Besides firearms, Avondale uses tasers and 40mm "sponge round" launchers as "less lethal" weapons.

The BolaWrap is "something else we can use," Jones said. "With the narrative kind of the way it is ... we looked for other options that could be potentially beneficial to officers on the road."

Smith is the founder and former chair of Taser International, which changed its name to Axon in 2017. He left Taser in 2013 to work on startup companies, leaving his brother, Rick, to run the firm.

While tasers are controversial products that generate constant lawsuits for alleged misuse and excessive force, Smith said no lawsuit over the use of BolaWraps has been filed anywhere that he knows of. Smith said experts helped ensure the safety of BolaWrap and guide the training of its use.

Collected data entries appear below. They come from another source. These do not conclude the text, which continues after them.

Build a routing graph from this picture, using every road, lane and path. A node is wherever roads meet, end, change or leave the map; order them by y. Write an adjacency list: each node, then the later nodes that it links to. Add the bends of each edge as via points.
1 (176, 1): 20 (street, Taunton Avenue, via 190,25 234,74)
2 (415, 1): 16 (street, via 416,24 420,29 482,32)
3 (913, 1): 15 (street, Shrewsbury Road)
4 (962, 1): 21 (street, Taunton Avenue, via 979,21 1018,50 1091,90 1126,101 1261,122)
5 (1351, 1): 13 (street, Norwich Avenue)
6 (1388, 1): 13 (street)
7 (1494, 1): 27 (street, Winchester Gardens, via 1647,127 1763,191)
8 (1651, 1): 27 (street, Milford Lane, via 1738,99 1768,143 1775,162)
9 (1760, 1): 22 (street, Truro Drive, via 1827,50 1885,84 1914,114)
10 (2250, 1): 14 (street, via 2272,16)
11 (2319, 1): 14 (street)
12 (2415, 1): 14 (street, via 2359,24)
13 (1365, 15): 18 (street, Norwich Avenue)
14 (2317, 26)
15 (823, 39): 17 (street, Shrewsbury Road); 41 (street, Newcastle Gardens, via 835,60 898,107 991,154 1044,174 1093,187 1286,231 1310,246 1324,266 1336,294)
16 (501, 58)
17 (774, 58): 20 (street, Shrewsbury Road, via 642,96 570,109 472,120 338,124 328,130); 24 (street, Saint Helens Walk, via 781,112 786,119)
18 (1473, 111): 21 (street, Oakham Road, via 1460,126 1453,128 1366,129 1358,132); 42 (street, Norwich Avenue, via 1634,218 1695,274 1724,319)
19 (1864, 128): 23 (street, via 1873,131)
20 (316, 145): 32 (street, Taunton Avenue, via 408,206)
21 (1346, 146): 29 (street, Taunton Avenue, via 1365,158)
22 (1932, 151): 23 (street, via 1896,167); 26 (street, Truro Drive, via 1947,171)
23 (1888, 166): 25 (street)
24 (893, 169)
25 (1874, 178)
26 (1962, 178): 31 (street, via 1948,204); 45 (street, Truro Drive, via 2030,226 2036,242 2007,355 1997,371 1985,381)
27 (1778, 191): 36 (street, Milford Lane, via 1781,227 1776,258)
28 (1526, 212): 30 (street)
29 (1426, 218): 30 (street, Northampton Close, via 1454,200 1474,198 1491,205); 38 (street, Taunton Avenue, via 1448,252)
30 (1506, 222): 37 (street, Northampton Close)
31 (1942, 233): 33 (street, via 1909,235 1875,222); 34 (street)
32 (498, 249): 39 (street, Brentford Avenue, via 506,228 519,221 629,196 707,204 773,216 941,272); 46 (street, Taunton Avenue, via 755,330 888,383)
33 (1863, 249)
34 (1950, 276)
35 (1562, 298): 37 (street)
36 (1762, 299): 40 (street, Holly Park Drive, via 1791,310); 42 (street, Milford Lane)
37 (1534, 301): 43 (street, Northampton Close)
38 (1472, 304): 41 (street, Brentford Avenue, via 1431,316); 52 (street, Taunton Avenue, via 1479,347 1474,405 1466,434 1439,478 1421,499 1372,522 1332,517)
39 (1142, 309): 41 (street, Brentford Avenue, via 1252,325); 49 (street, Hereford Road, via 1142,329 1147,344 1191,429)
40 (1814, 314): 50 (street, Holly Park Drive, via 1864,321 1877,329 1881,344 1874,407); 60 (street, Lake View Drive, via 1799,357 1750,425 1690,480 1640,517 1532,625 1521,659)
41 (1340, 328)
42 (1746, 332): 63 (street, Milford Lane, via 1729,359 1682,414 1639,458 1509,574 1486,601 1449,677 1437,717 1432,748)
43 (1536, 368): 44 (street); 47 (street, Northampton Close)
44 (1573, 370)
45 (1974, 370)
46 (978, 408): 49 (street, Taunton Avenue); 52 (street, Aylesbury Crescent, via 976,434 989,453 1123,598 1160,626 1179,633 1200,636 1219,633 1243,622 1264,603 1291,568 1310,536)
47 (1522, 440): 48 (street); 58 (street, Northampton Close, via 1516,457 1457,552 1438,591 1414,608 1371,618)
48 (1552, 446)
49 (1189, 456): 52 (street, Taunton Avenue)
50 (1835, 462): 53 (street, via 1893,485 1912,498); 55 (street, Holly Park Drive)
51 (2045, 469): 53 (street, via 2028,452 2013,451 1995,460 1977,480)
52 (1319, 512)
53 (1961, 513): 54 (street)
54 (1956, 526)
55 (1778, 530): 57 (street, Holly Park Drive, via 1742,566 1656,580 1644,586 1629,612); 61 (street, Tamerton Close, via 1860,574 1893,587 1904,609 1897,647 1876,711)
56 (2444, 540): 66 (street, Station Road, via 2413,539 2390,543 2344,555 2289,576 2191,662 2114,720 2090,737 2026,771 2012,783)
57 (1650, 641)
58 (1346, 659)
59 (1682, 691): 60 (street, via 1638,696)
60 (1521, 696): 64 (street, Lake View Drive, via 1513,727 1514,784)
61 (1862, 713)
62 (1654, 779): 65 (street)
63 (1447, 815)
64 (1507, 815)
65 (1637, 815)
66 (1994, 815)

With tasers, which release electricity into the body, a subject "physically locks up," Smith said. BolaWraps don't put anything inside of anybody, and a person's reflexes still work to "catch themselves or turn or roll to try to protect themselves" in a fall, he said. In other cities, a BolaWrap once hit someone in the face, while another wrapped around someone's neck. "It did not injure them," Smith said.

He called the BolaWrap the first significant new "tool" for police since the taser more than 20 years ago.

"How many times do you get to change the world, let alone do it twice?" Smith said.